**Task description**
Go over the entries and report the lines where the word "Singer" occurs.

.....

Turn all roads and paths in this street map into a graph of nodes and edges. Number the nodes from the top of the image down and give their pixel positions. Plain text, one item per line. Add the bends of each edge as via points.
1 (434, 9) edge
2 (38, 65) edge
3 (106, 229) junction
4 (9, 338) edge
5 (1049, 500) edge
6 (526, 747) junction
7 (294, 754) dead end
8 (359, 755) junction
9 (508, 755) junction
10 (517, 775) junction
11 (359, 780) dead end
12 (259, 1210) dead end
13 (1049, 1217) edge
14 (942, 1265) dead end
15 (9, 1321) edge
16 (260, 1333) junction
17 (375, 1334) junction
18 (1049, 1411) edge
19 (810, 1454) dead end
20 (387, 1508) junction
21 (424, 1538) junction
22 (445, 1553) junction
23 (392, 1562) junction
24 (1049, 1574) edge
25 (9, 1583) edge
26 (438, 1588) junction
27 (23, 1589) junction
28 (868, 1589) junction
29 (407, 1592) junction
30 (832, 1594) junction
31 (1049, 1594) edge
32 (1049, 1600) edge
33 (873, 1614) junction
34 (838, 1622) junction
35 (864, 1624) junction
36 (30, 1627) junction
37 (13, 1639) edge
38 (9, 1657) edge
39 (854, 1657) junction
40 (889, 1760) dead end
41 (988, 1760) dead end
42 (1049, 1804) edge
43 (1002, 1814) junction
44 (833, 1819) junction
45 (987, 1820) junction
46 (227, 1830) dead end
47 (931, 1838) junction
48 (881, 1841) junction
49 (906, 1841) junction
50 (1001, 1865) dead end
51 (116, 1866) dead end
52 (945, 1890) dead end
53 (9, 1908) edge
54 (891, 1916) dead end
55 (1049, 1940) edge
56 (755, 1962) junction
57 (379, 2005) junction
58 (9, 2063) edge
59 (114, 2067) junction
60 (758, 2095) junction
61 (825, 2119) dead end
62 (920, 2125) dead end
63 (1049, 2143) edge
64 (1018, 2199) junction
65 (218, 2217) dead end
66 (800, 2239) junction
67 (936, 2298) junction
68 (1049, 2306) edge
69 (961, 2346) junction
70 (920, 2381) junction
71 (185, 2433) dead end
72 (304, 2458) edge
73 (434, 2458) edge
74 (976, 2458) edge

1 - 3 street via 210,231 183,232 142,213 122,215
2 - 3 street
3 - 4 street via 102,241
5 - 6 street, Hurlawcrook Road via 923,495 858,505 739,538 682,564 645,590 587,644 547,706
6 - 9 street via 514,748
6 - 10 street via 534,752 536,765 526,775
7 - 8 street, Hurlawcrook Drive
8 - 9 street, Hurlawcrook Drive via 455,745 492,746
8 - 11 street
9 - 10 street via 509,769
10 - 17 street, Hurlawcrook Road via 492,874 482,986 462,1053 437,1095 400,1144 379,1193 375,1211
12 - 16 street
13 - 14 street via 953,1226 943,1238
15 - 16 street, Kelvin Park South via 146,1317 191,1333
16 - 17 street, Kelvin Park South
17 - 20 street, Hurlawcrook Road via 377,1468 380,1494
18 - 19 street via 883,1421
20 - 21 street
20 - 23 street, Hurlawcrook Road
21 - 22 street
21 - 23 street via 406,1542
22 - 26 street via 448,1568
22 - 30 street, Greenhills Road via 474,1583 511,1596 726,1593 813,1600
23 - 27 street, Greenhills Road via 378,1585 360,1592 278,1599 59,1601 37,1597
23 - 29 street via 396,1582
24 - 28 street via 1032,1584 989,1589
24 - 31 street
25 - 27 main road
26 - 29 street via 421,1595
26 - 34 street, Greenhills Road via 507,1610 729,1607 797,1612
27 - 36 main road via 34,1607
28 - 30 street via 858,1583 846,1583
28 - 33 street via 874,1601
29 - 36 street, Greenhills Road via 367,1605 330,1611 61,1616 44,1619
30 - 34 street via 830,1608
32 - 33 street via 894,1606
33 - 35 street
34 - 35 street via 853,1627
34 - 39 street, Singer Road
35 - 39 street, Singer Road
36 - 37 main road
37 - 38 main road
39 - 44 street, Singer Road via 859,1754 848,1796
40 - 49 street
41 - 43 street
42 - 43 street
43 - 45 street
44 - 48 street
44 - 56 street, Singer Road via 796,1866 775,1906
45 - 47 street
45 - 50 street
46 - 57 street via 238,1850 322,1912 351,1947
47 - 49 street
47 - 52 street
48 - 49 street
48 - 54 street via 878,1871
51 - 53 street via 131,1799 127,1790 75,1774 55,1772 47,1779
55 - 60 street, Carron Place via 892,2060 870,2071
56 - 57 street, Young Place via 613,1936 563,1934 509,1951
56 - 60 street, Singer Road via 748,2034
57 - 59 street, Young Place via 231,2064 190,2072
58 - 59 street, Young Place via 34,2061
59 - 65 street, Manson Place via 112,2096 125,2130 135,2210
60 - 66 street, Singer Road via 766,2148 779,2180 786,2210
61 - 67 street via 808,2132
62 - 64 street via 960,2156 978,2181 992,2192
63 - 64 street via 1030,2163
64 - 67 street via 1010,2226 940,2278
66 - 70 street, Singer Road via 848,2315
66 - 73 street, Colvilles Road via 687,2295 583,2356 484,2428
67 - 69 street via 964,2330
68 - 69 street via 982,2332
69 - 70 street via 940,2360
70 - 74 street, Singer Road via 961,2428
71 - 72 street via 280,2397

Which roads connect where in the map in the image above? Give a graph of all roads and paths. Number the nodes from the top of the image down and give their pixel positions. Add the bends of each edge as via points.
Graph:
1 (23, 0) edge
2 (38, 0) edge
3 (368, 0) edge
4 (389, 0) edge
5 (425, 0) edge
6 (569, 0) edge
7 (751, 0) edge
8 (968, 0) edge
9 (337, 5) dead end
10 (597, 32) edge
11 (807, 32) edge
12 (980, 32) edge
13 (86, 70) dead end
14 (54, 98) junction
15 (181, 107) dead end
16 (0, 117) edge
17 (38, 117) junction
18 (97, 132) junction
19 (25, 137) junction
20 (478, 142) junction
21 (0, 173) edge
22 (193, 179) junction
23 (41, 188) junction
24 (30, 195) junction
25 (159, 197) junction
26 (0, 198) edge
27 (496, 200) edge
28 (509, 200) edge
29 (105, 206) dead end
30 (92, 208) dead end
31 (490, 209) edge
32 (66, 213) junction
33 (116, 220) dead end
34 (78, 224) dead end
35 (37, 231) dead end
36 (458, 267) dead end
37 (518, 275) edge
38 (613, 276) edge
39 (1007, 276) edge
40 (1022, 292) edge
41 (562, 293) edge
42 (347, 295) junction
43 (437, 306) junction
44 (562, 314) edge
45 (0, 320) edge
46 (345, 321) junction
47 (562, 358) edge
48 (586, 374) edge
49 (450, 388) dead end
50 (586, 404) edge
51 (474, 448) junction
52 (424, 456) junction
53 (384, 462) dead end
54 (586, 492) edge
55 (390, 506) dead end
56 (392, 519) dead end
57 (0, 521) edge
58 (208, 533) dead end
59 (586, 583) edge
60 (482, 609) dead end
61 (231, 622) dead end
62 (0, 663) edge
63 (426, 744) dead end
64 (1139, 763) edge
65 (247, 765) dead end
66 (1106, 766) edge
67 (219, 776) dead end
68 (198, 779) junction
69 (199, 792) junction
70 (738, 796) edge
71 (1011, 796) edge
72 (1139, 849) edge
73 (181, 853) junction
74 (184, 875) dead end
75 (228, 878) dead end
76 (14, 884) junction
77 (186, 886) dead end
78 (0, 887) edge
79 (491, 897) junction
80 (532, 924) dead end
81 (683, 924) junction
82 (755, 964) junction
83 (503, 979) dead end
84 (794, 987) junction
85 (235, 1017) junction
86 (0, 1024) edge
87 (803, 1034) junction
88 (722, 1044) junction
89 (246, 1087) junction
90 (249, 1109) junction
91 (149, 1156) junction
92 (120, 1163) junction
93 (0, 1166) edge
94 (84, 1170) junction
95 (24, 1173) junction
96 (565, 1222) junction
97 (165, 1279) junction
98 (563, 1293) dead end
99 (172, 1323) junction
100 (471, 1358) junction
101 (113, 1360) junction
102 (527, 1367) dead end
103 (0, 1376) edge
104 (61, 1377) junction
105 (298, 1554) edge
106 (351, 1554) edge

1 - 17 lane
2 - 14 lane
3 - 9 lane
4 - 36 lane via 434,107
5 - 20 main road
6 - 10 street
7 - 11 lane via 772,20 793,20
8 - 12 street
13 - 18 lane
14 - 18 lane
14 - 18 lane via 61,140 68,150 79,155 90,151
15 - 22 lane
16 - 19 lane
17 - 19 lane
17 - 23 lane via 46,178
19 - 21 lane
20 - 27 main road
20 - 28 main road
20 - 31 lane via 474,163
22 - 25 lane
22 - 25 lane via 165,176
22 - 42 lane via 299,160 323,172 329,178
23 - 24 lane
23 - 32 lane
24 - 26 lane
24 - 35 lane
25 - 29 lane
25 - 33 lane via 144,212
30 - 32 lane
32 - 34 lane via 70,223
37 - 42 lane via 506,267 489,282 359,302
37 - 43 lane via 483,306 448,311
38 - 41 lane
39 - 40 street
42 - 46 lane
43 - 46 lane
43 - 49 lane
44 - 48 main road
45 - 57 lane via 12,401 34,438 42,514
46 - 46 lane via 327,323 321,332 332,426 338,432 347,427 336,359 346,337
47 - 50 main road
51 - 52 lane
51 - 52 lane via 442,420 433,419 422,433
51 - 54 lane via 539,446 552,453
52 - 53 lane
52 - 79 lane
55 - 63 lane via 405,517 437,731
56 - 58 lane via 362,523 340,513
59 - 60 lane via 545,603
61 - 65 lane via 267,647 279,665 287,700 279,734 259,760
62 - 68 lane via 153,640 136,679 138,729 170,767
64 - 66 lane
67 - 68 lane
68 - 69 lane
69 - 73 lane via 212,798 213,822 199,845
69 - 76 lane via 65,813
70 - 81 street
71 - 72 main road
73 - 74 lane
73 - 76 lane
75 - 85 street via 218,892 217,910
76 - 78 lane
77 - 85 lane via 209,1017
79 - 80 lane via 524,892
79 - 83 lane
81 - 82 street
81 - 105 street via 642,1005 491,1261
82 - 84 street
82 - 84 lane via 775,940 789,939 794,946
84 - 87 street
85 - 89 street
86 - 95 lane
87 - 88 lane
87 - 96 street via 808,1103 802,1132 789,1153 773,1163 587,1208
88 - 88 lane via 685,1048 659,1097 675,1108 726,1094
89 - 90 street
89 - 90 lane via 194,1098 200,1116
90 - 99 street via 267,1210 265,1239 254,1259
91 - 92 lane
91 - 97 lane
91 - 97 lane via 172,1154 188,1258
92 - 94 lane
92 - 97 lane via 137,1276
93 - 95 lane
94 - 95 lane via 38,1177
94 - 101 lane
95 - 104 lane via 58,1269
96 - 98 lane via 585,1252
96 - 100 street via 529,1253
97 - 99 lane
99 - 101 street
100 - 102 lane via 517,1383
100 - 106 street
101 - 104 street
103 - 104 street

.....

**Written response**
34 - 39 street, Singer Road
35 - 39 street, Singer Road
39 - 44 street, Singer Road via 859,1754 848,1796
44 - 56 street, Singer Road via 796,1866 775,1906
56 - 60 street, Singer Road via 748,2034
60 - 66 street, Singer Road via 766,2148 779,2180 786,2210
66 - 70 street, Singer Road via 848,2315
70 - 74 street, Singer Road via 961,2428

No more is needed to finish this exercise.